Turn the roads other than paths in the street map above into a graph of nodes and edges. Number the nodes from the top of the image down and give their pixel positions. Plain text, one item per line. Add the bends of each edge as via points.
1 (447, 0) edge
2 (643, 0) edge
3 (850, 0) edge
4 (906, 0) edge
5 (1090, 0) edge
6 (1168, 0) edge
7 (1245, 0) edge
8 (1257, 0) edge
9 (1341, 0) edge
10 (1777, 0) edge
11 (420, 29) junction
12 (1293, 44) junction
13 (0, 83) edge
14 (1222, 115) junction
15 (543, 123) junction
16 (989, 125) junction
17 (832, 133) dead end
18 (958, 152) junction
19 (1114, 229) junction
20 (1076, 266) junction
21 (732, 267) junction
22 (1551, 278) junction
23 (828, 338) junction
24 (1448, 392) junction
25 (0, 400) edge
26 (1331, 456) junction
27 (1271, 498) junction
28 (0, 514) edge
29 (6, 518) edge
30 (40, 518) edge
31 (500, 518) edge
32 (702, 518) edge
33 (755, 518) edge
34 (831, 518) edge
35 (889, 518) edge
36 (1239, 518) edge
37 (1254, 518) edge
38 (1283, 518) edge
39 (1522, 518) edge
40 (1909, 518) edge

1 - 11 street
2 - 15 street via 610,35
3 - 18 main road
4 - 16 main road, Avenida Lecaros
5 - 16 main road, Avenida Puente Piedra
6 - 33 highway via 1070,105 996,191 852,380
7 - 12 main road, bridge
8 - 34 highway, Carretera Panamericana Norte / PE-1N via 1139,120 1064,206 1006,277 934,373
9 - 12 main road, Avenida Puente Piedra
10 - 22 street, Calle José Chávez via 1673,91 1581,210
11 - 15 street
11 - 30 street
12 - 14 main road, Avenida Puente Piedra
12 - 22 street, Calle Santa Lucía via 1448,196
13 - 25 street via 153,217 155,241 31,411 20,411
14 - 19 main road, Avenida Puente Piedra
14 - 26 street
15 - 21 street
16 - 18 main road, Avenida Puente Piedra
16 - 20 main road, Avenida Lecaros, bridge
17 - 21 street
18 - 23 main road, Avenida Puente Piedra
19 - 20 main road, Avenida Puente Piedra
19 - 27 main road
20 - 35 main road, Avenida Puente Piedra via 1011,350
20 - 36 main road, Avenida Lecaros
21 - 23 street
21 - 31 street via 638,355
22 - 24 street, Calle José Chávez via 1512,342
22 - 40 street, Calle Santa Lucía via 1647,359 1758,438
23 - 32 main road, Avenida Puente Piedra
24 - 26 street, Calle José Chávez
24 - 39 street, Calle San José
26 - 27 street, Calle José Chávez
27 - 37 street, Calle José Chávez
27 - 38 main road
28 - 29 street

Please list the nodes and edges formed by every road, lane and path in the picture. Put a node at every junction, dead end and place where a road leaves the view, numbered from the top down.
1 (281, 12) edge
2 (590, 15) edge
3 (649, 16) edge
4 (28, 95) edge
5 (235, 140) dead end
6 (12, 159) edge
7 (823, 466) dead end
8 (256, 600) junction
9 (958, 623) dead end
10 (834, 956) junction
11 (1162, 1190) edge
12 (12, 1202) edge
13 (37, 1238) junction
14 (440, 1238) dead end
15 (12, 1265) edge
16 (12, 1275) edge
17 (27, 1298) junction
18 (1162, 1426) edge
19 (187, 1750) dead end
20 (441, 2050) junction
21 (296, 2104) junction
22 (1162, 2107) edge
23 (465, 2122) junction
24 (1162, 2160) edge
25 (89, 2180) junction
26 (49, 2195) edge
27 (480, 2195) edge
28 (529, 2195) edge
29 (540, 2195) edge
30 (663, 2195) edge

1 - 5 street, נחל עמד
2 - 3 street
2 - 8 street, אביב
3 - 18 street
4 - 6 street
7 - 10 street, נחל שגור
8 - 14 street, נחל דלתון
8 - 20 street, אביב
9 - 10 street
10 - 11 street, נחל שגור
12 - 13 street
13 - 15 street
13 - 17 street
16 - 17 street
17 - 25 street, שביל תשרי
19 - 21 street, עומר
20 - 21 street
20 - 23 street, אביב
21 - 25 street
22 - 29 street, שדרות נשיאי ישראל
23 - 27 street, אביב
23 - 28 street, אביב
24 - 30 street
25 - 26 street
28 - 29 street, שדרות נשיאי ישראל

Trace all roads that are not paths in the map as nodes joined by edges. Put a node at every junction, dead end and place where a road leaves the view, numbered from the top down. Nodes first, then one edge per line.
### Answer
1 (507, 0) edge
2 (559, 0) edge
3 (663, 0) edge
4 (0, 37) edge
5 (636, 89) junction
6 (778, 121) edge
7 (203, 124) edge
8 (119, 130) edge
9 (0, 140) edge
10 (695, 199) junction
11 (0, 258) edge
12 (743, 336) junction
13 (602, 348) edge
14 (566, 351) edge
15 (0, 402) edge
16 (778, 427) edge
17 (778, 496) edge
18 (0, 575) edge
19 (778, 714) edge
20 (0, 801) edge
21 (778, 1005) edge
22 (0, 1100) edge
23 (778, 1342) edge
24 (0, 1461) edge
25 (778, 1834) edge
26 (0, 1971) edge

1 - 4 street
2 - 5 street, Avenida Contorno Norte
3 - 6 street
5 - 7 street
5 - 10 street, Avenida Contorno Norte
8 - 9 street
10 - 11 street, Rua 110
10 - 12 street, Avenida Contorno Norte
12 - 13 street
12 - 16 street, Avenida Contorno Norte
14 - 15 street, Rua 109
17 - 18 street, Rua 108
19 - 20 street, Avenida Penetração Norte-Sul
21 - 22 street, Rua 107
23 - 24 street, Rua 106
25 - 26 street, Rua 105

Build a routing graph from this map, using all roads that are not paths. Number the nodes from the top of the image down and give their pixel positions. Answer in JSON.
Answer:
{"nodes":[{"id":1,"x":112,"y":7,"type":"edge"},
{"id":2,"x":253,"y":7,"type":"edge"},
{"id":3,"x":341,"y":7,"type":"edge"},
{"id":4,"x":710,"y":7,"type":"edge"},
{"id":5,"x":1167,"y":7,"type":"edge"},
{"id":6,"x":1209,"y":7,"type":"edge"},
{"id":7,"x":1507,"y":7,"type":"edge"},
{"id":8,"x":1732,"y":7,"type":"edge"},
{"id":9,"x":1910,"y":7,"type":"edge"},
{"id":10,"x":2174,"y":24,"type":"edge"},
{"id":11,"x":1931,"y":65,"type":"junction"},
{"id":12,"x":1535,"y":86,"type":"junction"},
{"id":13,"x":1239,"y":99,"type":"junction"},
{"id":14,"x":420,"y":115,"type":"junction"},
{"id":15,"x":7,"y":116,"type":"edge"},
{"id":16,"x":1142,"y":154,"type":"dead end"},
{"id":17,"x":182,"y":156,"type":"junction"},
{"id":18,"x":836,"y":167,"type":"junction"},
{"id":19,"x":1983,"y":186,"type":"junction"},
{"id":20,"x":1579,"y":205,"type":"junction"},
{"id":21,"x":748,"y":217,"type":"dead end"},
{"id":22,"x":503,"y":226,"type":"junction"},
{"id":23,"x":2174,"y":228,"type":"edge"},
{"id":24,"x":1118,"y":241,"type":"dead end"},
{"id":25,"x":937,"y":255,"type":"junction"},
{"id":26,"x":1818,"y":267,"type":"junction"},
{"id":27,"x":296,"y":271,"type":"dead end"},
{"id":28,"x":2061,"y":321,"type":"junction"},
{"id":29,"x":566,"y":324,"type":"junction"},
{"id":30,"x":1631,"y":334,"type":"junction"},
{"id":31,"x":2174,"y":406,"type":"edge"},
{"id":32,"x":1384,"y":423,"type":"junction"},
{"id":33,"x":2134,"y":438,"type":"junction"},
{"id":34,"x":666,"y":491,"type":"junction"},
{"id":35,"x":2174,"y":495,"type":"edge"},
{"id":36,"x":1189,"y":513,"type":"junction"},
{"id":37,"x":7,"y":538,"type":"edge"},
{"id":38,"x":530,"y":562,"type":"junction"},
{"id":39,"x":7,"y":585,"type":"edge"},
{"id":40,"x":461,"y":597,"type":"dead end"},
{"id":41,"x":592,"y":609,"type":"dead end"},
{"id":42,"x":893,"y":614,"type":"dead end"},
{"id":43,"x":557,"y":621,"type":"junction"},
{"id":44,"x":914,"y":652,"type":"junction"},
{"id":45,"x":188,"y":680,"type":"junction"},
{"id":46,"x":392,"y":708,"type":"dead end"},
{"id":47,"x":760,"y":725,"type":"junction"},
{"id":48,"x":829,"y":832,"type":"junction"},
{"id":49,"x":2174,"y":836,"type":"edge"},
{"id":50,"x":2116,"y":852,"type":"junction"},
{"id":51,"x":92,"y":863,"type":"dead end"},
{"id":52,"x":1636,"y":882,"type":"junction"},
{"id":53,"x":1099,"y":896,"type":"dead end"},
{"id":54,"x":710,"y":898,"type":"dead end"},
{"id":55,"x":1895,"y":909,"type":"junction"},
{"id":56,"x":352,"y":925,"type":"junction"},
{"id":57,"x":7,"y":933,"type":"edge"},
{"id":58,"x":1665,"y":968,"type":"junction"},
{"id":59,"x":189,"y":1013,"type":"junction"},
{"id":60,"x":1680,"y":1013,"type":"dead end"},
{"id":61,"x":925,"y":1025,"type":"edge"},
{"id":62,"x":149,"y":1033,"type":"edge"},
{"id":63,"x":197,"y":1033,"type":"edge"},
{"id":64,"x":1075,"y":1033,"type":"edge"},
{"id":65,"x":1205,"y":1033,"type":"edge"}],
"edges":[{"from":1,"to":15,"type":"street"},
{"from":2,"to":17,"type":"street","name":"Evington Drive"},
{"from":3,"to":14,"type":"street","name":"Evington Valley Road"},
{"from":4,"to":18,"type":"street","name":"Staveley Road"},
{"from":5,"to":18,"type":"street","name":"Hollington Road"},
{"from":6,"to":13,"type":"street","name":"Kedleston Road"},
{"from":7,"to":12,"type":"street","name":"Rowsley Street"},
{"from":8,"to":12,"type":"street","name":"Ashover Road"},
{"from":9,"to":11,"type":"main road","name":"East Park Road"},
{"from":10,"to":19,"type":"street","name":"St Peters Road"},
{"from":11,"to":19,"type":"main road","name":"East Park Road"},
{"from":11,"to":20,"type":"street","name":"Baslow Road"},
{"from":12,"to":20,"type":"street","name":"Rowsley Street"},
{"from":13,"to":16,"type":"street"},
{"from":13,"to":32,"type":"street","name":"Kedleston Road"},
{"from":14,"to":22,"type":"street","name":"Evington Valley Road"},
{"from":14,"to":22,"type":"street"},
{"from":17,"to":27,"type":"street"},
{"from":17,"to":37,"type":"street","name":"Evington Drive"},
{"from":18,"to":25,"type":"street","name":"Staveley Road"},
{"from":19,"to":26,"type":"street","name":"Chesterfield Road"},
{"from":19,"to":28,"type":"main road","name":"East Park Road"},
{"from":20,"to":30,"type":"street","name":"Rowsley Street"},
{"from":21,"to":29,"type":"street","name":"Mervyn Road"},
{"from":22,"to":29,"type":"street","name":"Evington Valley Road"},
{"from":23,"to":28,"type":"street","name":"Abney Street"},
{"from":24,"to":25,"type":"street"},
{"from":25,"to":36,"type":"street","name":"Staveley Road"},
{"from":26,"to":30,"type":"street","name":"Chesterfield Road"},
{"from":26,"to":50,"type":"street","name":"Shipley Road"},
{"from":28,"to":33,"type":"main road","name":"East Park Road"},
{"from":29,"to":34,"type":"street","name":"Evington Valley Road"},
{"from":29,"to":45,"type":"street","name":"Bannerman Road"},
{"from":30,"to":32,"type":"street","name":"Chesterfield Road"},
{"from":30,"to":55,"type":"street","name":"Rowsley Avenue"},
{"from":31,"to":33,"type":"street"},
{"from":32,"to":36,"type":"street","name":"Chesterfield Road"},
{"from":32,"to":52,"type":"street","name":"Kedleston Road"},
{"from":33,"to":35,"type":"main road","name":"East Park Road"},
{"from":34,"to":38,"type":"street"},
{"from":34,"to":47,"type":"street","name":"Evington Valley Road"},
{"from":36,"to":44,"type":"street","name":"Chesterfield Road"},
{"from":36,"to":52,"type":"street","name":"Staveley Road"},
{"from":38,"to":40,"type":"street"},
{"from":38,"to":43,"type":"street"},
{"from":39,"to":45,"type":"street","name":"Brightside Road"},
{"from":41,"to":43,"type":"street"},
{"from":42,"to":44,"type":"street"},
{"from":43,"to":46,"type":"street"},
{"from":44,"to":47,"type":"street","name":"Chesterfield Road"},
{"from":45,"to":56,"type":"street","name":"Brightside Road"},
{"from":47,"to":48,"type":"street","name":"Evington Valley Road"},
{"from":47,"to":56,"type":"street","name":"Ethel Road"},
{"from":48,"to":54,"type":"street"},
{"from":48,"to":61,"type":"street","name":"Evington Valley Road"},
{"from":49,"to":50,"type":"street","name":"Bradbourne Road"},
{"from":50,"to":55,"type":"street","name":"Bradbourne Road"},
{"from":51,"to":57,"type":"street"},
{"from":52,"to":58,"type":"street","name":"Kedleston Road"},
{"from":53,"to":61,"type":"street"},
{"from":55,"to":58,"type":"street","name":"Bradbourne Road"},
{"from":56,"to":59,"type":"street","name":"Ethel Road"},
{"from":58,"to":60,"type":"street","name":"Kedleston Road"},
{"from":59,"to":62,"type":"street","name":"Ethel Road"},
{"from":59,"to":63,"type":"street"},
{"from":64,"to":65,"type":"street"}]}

What this task involves>
Output the lines of the records above exactly as they appear, from the line containing "Please list the" through the line containing "Trace all roads".

Response area>
Please list the nodes and edges formed by every road, lane and path in the picture. Put a node at every junction, dead end and place where a road leaves the view, numbered from the top down.
1 (281, 12) edge
2 (590, 15) edge
3 (649, 16) edge
4 (28, 95) edge
5 (235, 140) dead end
6 (12, 159) edge
7 (823, 466) dead end
8 (256, 600) junction
9 (958, 623) dead end
10 (834, 956) junction
11 (1162, 1190) edge
12 (12, 1202) edge
13 (37, 1238) junction
14 (440, 1238) dead end
15 (12, 1265) edge
16 (12, 1275) edge
17 (27, 1298) junction
18 (1162, 1426) edge
19 (187, 1750) dead end
20 (441, 2050) junction
21 (296, 2104) junction
22 (1162, 2107) edge
23 (465, 2122) junction
24 (1162, 2160) edge
25 (89, 2180) junction
26 (49, 2195) edge
27 (480, 2195) edge
28 (529, 2195) edge
29 (540, 2195) edge
30 (663, 2195) edge

1 - 5 street, נחל עמד
2 - 3 street
2 - 8 street, אביב
3 - 18 street
4 - 6 street
7 - 10 street, נחל שגור
8 - 14 street, נחל דלתון
8 - 20 street, אביב
9 - 10 street
10 - 11 street, נחל שגור
12 - 13 street
13 - 15 street
13 - 17 street
16 - 17 street
17 - 25 street, שביל תשרי
19 - 21 street, עומר
20 - 21 street
20 - 23 street, אביב
21 - 25 street
22 - 29 street, שדרות נשיאי ישראל
23 - 27 street, אביב
23 - 28 street, אביב
24 - 30 street
25 - 26 street
28 - 29 street, שדרות נשיאי ישראל

Trace all roads that are not paths in the map as nodes joined by edges. Put a node at every junction, dead end and place where a road leaves the view, numbered from the top down. Nodes first, then one edge per line.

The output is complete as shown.